REQUIRED ACTION
Lines from the one containing "ring pip: (305, 307)" through the last line of the records below are to be repeated exactly.

INPUT DATA
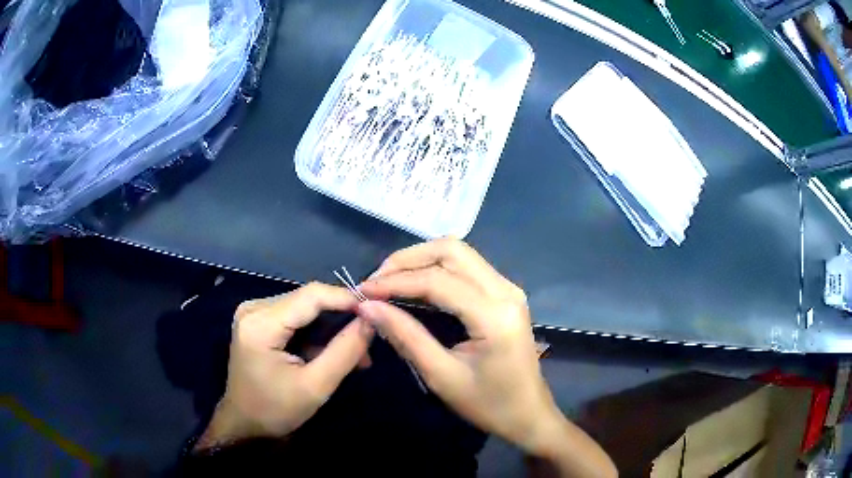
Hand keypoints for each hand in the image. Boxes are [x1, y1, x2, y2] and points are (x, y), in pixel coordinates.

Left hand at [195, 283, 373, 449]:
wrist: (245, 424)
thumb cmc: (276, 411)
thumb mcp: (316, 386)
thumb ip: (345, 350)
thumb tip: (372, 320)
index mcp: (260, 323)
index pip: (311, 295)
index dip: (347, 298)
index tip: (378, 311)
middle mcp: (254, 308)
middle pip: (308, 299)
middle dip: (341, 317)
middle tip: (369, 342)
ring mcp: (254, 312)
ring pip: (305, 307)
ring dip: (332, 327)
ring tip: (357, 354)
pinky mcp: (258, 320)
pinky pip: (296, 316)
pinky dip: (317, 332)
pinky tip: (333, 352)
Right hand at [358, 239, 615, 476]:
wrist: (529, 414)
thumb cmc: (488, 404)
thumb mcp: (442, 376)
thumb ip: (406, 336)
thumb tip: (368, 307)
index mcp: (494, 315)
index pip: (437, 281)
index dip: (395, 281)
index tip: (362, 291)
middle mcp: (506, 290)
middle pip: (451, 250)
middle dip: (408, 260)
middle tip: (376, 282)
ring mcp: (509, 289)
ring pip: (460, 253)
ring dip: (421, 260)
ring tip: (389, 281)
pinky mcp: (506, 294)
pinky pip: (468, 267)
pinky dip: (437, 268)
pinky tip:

ANSWER FOR THE TASK
ring pip: (305, 307)
ring dip: (332, 327)
ring tip: (357, 354)
pinky mcp: (258, 320)
pinky pip: (296, 316)
pinky dip: (317, 332)
pinky tip: (333, 352)
Right hand at [358, 239, 615, 476]:
wrist: (529, 414)
thumb cmc: (488, 404)
thumb mcp: (442, 376)
thumb ip: (406, 336)
thumb tip: (368, 307)
index mcp: (494, 315)
index pip: (437, 281)
index dip: (395, 281)
index tip: (362, 291)
middle mcp: (506, 290)
middle pip: (451, 250)
middle dip: (408, 260)
middle tip: (376, 282)
ring mcp: (509, 289)
ring pip: (460, 253)
ring dip: (421, 260)
ring tip: (389, 281)
pinky mcp: (506, 294)
pinky pip: (468, 267)
pinky dip: (437, 268)
pinky tip:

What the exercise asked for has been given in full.